/ 10 September 2010

The real reasons why the public-service strike stopped

The fraught two-week public-service strike was suspended for 21 days this week because it was losing public support and members could not afford to forfeit further pay, senior unionists have told the Mail & Guardian.

The sources said that union leaders will use the three-week cooling-off period to convince their members to accept the pay offer, arguing that government’s move from a 5.2% to 7.5% increase is a major victory. Labour’s official demand is for 8,6%.

The plan is, however, to tweak the non-wage components of the government’s proposed package.

KwaZulu-Natal Cosatu leader Zet Luzipho told the M&G: “Workers were beginning to betray one another. Towards the end, some of the public schools were running as normal,” Luzipho said. “At the end the strike [turnout] was very low.”

Another provincial leader confirmed this. “The strike was petering out and anyway, only Sadtu [Cosatu’s teachers’ affiliate] and Nehawu [its health affiliate] were on strike. Other unions didn’t join us. That is why people were getting desperate to get more workers on to the streets and started to intimidate members,” said the Cosatu leader, who asked to remain anonymous.

He said that the four-week strike in 2007 had driven home to workers the fact that extended industrial action was counterproductive as lost wages would not be covered by the increase demanded.

“People are still unhappy. But this year they’re living so close to the breadline, they can’t afford to go on striking,” the leader said.

A gulf had opened up between union leaders and their members, union leaders said.

“Cosatu may have misread the anger of the people on the ground,” Luzipho said.

In Pretoria Nehawu had serious difficulty in pulling its members on to the street, though that was attributed to a lack of leadership in the region rather than members’ reluctance to strike.

“In Tshwane we assumed the leadership was ready for the strike, but it failed,” Nehawu spokesperson Sizwe Pamla told the M&G.

“Our members came out for only about three days and then went back to work.”

Union leaders were also noticing an increasing loss of public support because of strike-related violence and were concerned about losing control of their membership.

Said Pamla: “We have to explain to our members that this is a strike, not a revolution.”

New housing scheme
During the next 21 days a task team comprising labour and government will adjust the government’s offer, though not its wage component, which the government regards as final. The offer was originally crafted by a union-state task team that failed to bring militant members on board.
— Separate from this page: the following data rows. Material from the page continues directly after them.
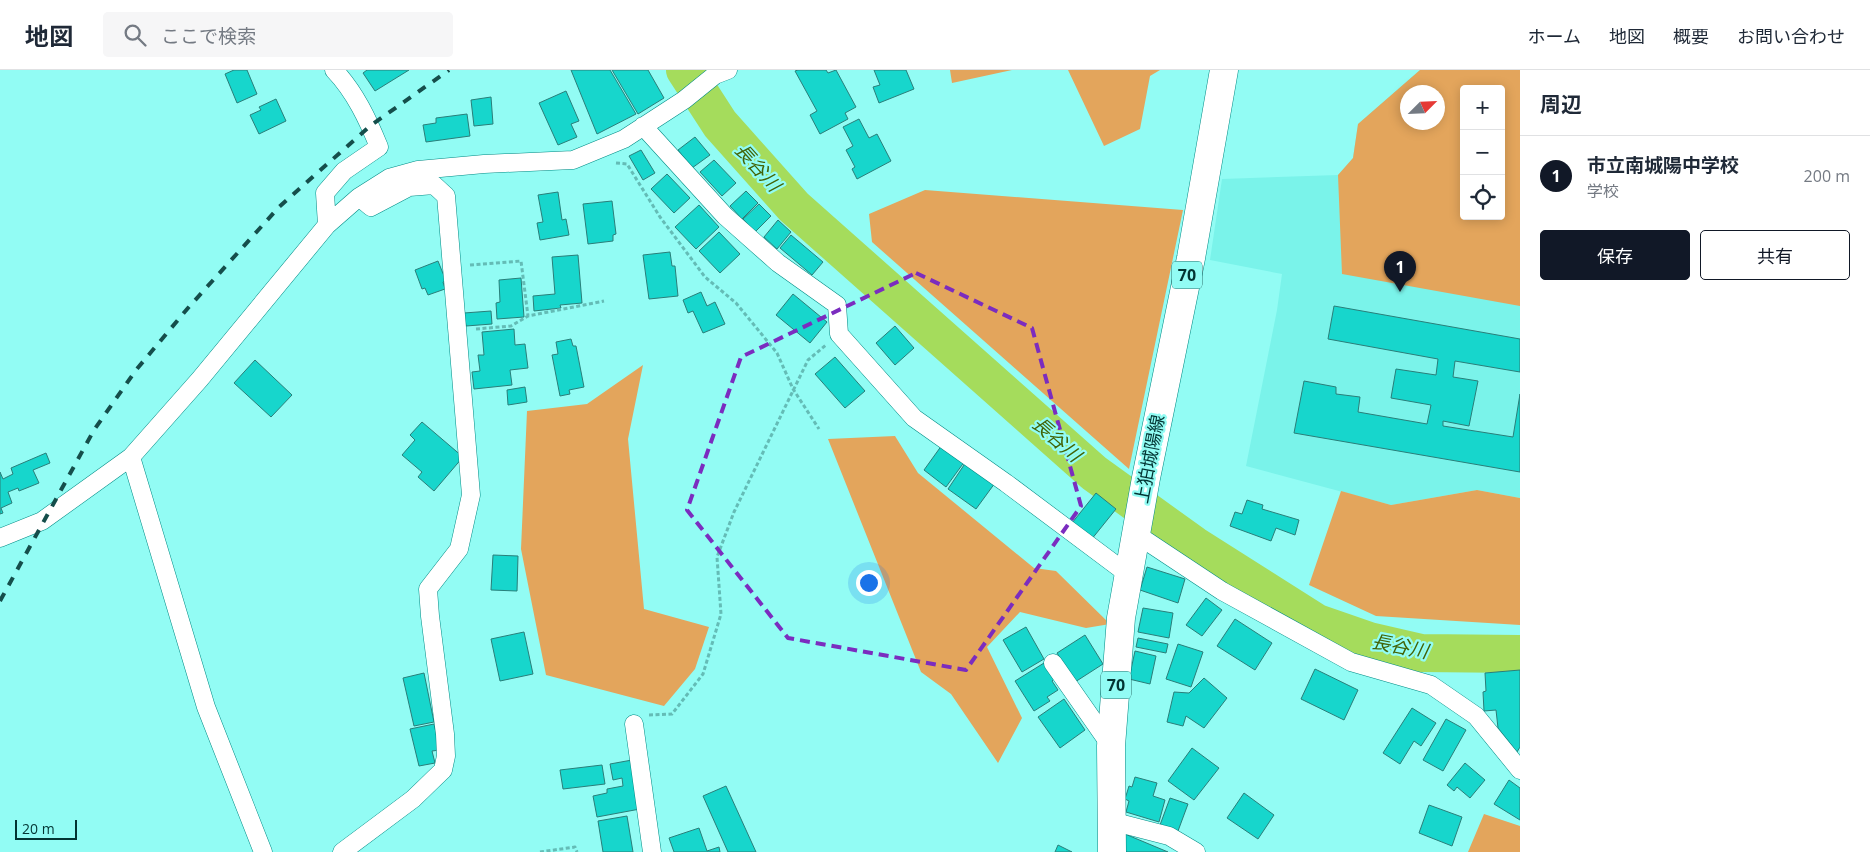 <!DOCTYPE html>
<html lang="ja">
<head>
<meta charset="utf-8">
<style>
	:root { --surface:#fff; --page:#f6f6f7; --text:#1f2937; --muted:#747a83; --line:#e0e1e3; --accent:#111827 }
	body { margin:0; font-family:"Open Sans","Noto Sans JP",sans-serif; background:var(--page); color:var(--text) }
	.controls { position:absolute; right:15px; top:15px; display:grid; overflow:hidden; border-radius:5px; box-shadow:0 2px 12px #0003 }
	.controls button { width:45px; height:45px; display:grid; place-items:center; padding:0; border:0; border-bottom:1px solid var(--line); background:var(--surface); color:var(--text); font:25px sans-serif }
	.compass { position:absolute; left:1400px; top:15px; width:45px; height:45px; border-radius:50%; background:var(--surface); box-shadow:0 2px 12px #0003; rotate:66deg }
	.scale { position:absolute; left:15px; bottom:12px; width:62px; box-sizing:border-box; padding-left:5px; border:2px solid #023432; border-top:0; font-size:14px; line-height:18px; white-space:nowrap; color:#023432; -webkit-text-stroke:4px #92fcf4; paint-order:stroke }
	.you { position:absolute; left:868px; top:512px; width:18px; height:18px; margin:-12px; border:4px solid #fff; border-radius:50%; background:#1a73e8; box-shadow:0 0 0 8px #1a73e833 }
	.badge { display:grid; place-items:center; width:32px; height:32px; border-radius:50%; background:var(--accent); color:#fff; font-size:16px; font-weight:700 }
	.pin { position:absolute; translate:-50% -41px; filter:drop-shadow(0 1px 2px #0008) }
	.pin::after { content:''; position:absolute; top:26px; width:18px; height:15px; background:inherit; clip-path:polygon(0 0,100% 0,50% 100%) }
	.list { margin:0; padding:0; list-style:none }
	h2 { display:flex; justify-content:space-between; align-items:center; height:65px; margin:0; padding:0 20px; font-size:21px }
	h2 small { font-size:16px; font-weight:400; color:var(--muted) }
	.list li { display:grid; grid-template-columns:32px 1fr auto; gap:15px; align-items:center; box-sizing:border-box; height:80px; padding:0 20px; border-top:1px solid var(--line) }
	.list b { display:block; font-size:19px; white-space:nowrap }
	.list p { margin:0; font-size:16px; white-space:nowrap; color:var(--muted) }
	.list em { font-size:16px; font-style:normal; color:var(--muted) }
	.actions { display:flex; gap:10px; padding:15px 20px }
	.actions a { flex:1; padding:11px 0; border:1px solid var(--accent); border-radius:5px; text-align:center; font-size:18px; color:var(--accent) }
	.actions .main { background:var(--accent); color:#fff }
	.icon { flex:none; width:28px; height:28px; fill:none; stroke:currentColor; stroke-width:2; stroke-linecap:round; stroke-linejoin:round }
	.map { position:relative; flex:none; width:1520px; height:782px; overflow:hidden }
	header { display:flex; align-items:center; gap:30px; box-sizing:border-box; height:70px; padding:0 25px; background:var(--surface); border-bottom:1px solid var(--line) }
	header strong { font-size:24px }
	nav { display:flex; gap:28px; margin-inline-start:auto; font-size:18px }
	.search { width:350px; height:45px; background:var(--page); display:flex; align-items:center; gap:12px; box-sizing:border-box; padding:0 18px; border-radius:5px; color:var(--muted); font-size:19px }
	main { display:flex }
	aside { flex:1; background:var(--surface) }
	.map>svg:first-child { display:block }
	.built { fill:#7af3ea; fill-rule:evenodd }
	.green { fill:#e3a55c; fill-rule:evenodd }
	.lines { fill:none; stroke-linecap:round; stroke-linejoin:round }
	.river { stroke:#a5dc5c; stroke-width:38 }
	.building { fill:#17d6cc; stroke:#2a7e79 }
	.street-casing { stroke:#008b85; stroke-width:19 }
	.primary-casing { stroke:#008b85; stroke-width:29 }
	.path { stroke:#64bcb6; stroke-width:3; stroke-dasharray:4 2.5; stroke-linecap:butt }
	.street { stroke:#fff; stroke-width:18 }
	.primary { stroke:#fff; stroke-width:28 }
	.rail { stroke:#154e4b; stroke-width:4; stroke-dasharray:9 9; stroke-linecap:butt }
	.marked { fill:none; stroke:#7b2cbf; stroke-width:4; stroke-dasharray:10 6; stroke-linejoin:round }
	.labels { text-anchor:middle; stroke-width:4.5; stroke-linejoin:round; paint-order:stroke }
	.shield { fill:#92fcf4; stroke:#2d706c; stroke-width:1 }
	.shield-label { font-size:16px; font-weight:bold; fill:#023432 }
	.street-label { font-size:18px; fill:#023432; stroke:#92fcf4 }
	.water-label { font-size:19px; font-style:italic; fill:#426305; stroke:#92fcf4 }
</style>
</head>
<body>
<header>
<strong>地図</strong>
<div class="search"><svg class="icon" aria-label="search" viewBox="0 0 24 24"><circle cx="10" cy="10" r="6"/><path d="M15 15l6 6"/></svg>ここで検索</div>
<nav><a>ホーム</a><a>地図</a><a>概要</a><a>お問い合わせ</a></nav>
</header>
<main>
<div class="map">
<svg width="1520" height="782" viewBox="0 0 1520 782">
	<rect width="100%" height="100%" fill="#92fcf4"/>
	<!-- built -->
	<path class="built" d="M1420 0H1520V428L1477 420 1391 435 1246 396 1277 240 1282 204 1210 190 1222 109 1338 105 1353 88 1358 54ZM1464 19H1501V146H1464ZM1408 22H1438V52H1408Z"/>
	<!-- green -->
	<path class="green" d="M950 0H1012L952 13Z
		M1068 0H1160L1150 6 1140 59 1104 76Z
		M1420 0H1520V236L1342 204 1338 105 1353 88 1358 54ZM1464 19H1501V146H1464ZM1408 22H1438V52H1408Z
		M925 120 1183 140 1129 399 872 172 869 144Z
		M643 295 628 369 644 539 709 557 695 599 664 636 546 605 521 479 527 341 587 334Z
		M895 366 918 403 1034 498 1056 501 1110 554 1086 558 1020 542 987 577 1022 648 998 693 951 624 921 602 828 369Z
		M1477 420 1520 428V555L1376 546 1309 515 1341 421 1391 435Z
		M1484 744 1520 756V782H1468Z"/>
	<g class="lines">
		<!-- river -->
		<path class="river" d="M685 0 720 54 794 137 1094 403 1194 475 1317 553 1369 571 1421 583 1520 584"/>
	</g>
	<!-- building -->
	<path class="building" d="M234 0H247L257 24 237 33 225 4Z
		M367 0H409L375 21 363 3Z
		M571 0H610L636 44 597 64Z
		M612 0H648L664 28 638 44Z
		M798 0H826L828 3 836 0 856 37 845 43 848 49 820 64 810 45 817 41 795 1Z
		M874 0H906L914 19 879 33 873 17 880 15Z
		M566 21 579 51 571 54 577 67 558 75 539 33Z
		M491 27 493 54 474 56 471 30Z
		M276 29 286 51 259 64 250 45 261 40 259 37Z
		M467 44 470 66 426 72 423 55 436 53V48Z
		M859 49 869 68 877 64 891 91 857 109 852 99 855 97 846 80 853 76 843 57Z
		M695 67 710 85 692 98 678 80Z
		M641 80 655 103 643 110 629 86Z
		M714 90 736 113 722 126 700 102Z
		M667 104 690 128 674 143 651 119Z
		M746 121 758 133 742 149 730 136Z
		M558 122 562 150 566 149 569 165 540 170 537 153 543 152 538 125Z
		M612 131 616 164 613 165V171L588 174 583 134Z
		M759 134 771 146 755 162 743 149Z
		M699 135 719 157 696 179 675 157Z
		M778 150 791 162 777 179 764 167Z
		M719 162 740 184 720 203 699 181Z
		M791 165 823 192 812 205 780 178Z
		M670 182 672 196H675L678 226 649 229 643 185Z
		M578 185 582 233 560 235 561 238 534 241 533 226 555 224 552 187Z
		M438 191 446 211 443 212 445 219 428 225 425 218 422 219 415 200Z
		M521 208 524 247 497 249 496 233 500 232 499 210Z
		M701 222 707 236 715 232 725 254 703 263 693 241 688 243 683 230Z
		M793 224 827 252 810 273 776 245Z
		M1334 236 1520 269V302L1455 291 1453 307 1478 311 1469 356 1443 351V356L1513 367 1520 324V402L1294 363 1304 311 1336 317V324L1360 327 1358 342 1427 354 1431 335 1391 328 1396 299 1436 305 1438 289 1328 269Z
		M491 241 492 254 466 256 464 243Z
		M895 256 914 278 895 295 876 273Z
		M514 259 515 275 525 274 528 298 510 300 512 315 474 319 472 302 480 301 478 285H484L482 262Z
		M571 269 573 276H576L584 317 569 320 570 324 560 326 552 285 558 284 556 272Z
		M835 287 865 321 845 338 815 304Z
		M255 290 292 325 271 347 234 313Z
		M525 317 527 332 508 335 507 320Z
		M422 352 463 387 434 421 418 407 422 402 402 385 415 370 410 365Z
		M942 375 965 391 946 417 924 400Z
		M46 383 50 393 33 400 39 413 19 421 18 418 8 422 12 433 1 438 3 443 0 444V402L3 409 13 404 11 398Z
		M966 392 995 413 976 439 948 419Z
		M1096 423 1116 439 1091 470 1072 453Z
		M1247 430 1263 435 1262 439 1299 450 1295 465 1276 458 1271 471 1230 456 1235 442 1242 444Z
		M493 485 518 486 517 521 491 520Z
		M1147 497 1185 509 1178 533 1140 520Z
		M1206 528 1222 540 1202 566 1186 555Z
		M1143 538 1173 543 1169 568 1138 562Z
		M1235 549 1272 573 1255 600 1217 576Z
		M1026 557 1044 589 1022 602 1003 570Z
		M524 562 533 604 500 611 491 569Z
		M1085 565 1103 594 1075 612 1057 583Z
		M1138 568 1168 574 1166 583 1136 577Z
		M1178 574 1203 582 1191 617 1166 609Z
		M1135 581 1156 586 1150 614 1129 609Z
		M1044 593 1054 609 1052 611 1058 620 1047 627 1050 631 1034 641 1015 611Z
		M1315 599 1358 620 1344 650 1301 629Z
		M1520 600V677L1517 682 1498 658 1496 640 1484 641 1483 622 1486 621 1485 603Z
		M424 603 434 652 414 656 403 608Z
		M1204 608 1227 628 1204 658 1186 646 1183 656 1167 652 1174 622 1189 623Z
		M1064 629 1085 660 1060 678 1038 647Z
		M1412 638 1436 653 1421 676 1414 671 1400 694 1383 683Z
		M1446 649 1466 660 1443 701 1423 690Z
		M434 654 440 680 432 681 435 693 419 696 410 659Z
		M1192 678 1219 698 1194 730 1168 711Z
		M632 690 640 739 597 747 593 726 607 723V719L623 716 622 708 613 710 610 694Z
		M1465 693 1485 710 1470 728 1457 717 1454 721 1447 715Z
		M602 695 605 714 563 719 560 700Z
		M1135 707 1157 713 1153 726 1165 730 1159 752 1126 742 1129 731 1125 729 1129 716 1132 717Z
		M1509 710 1520 718V750L1494 734Z
		M726 716 756 782H728L703 726Z
		M1244 723 1274 745 1258 769 1227 748Z
		M1170 728 1188 734 1178 761 1160 755Z
		M1429 735 1462 747 1452 776 1419 763Z
		M627 746 633 782H603L598 751Z
		M699 758 707 781 719 777 720 782H674L669 768Z
		M1125 764 1168 782H1125Z
		M1058 775 1072 782H1055Z"/>
	<g class="lines">
		<!-- street casing -->
		<g class="street-casing">
			<path id="street" d="M643 56 725 146 778 193 837 235 839 264 914 348 1006 413 1129 505
				M327 155 325 123 344 101 379 77C368 50 355 22 334 0
				M131 387 206 637 263 782
				M1136 464 1222 521 1351 592 1431 615 1476 646 1520 700
				M0 468 42 451 131 387 200 309 327 155 359 127 389 108 418 100 484 94 573 90 624 69 684 30 715 5 728 0
				M1053 593 1111 676
				M634 654 652 782
				M1111 751 1169 766 1196 782
				M342 782 413 729 443 700 446 686 445 664 430 546 428 519 459 479 471 425 446 126 434 115 409 117 371 137 359 127"/>
		</g>
		<!-- primary casing -->
		<g class="primary-casing">
			<path id="primary" d="M1112 782 1111 676 1121 548 1146 408 1191 188 1224 0"/>
		</g>
		<!-- path -->
		<path class="path" d="M616 93 627 94 660 147 705 207 736 233 777 283 793 319 819 359
			M470 195 521 191 528 246
			M476 259 511 256 528 246 604 231
			M649 645 672 644 703 604 721 544 717 487 734 442 808 290 826 275
			M540 782 575 777 577 782"/>
		<!-- street -->
		<use href="#street" class="street"/>
		<!-- primary -->
		<use href="#primary" class="primary"/>
		<!-- rail -->
		<path class="rail" d="M0 531 94 360 136 300 188 238 279 137 370 56 449 0"/>
	</g>
	<!-- marked area -->
	<path class="marked" d="M916 203 1032 258 1081 436 966 600 788 568 687 440 741 287Z"/>
	<g class="labels">
		<!-- shield labels -->
		<g class="shield">
			<rect x="1172" y="191.5" width="30" height="27" rx="4"/>
			<rect x="1101" y="601.5" width="30" height="27" rx="4"/>
		</g>
		<g class="shield-label">
			<text x="1187" y="211">70</text>
			<text x="1116" y="621">70</text>
		</g>
		<!-- street labels -->
		<g class="street-label">
			<text transform="translate(1150 389) rotate(-79)" y="6">上狛城陽線</text>
		</g>
		<!-- water labels -->
		<g class="water-label">
			<text transform="translate(758 97) rotate(48)" y="7">長谷川</text>
			<text transform="translate(1057 369) rotate(41)" y="7">長谷川</text>
			<text transform="translate(1400 576) rotate(11)" y="7">長谷川</text>
		</g>
	</g>
</svg>
<div class="controls">
<button>+</button>
<button>−</button>
<button><svg class="icon" aria-label="locate" viewBox="0 0 24 24"><circle cx="12" cy="12" r="6"/><path d="M12 2v4M12 18v4M2 12h4M18 12h4"/></svg></button>
</div>
<svg class="compass" viewBox="-18 -18 36 36"><path d="M0-13l5 13h-10z" fill="#e53935"/><path d="M0 13l5-13h-10z" fill="#747a83"/></svg>
<div class="scale">20 m</div>
<div class="you"></div>
<div class="pin badge" style="left:1400px;top:222px">1</div>
</div>
<aside>
<h2>周辺<small></small></h2>
<ul class="list">
<li><span class="badge">1</span><div><b>市立南城陽中学校</b><p>学校</p></div><em>200 m</em></li>
</ul>
<div class="actions"><a class="main">保存</a><a>共有</a></div>
</aside>
</main>
</body>
</html>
Public Services Minister Richard Baloyi said the talks would focus on a new housing scheme for public servants, the equalisation of medical aid and a minimum services-level agreement, which will clearly define essential services in the state sector.

“We’re not looking at rands and cents and we’re not talking about a new offer,” Baloyi said.

Union leaders will tell their members that the state’s housing offer was a victory because the higher allowance — from R500 to R800 — represented a 75% increase.

Workers will be told that the new housing scheme will give public servants access to houses “of better quality than RDP houses”.

One veteran union leader who works closely with Cosatu general secretary Zwelinzima Vavi singled out Vavi’s role in role in resolving the strike, saying he had facilitated meetings that pushed overnment to improve its offer without labour having to revise its demands.

“He played a large role in affecting the last two moves and this will be good for his future,” the unionist said.

“If you’re in Cosatu, what do you do after that? You can’t stay in Cosatu forever. You can go into business or the ANC. He will easily get elected as an NEC member. Even at Polokwane he would have walked into a top ANC position.”

Vavi has made it clear that he is serving his last term in Cosatu and is looking towards working inside the ANC after his long service to Cosatu.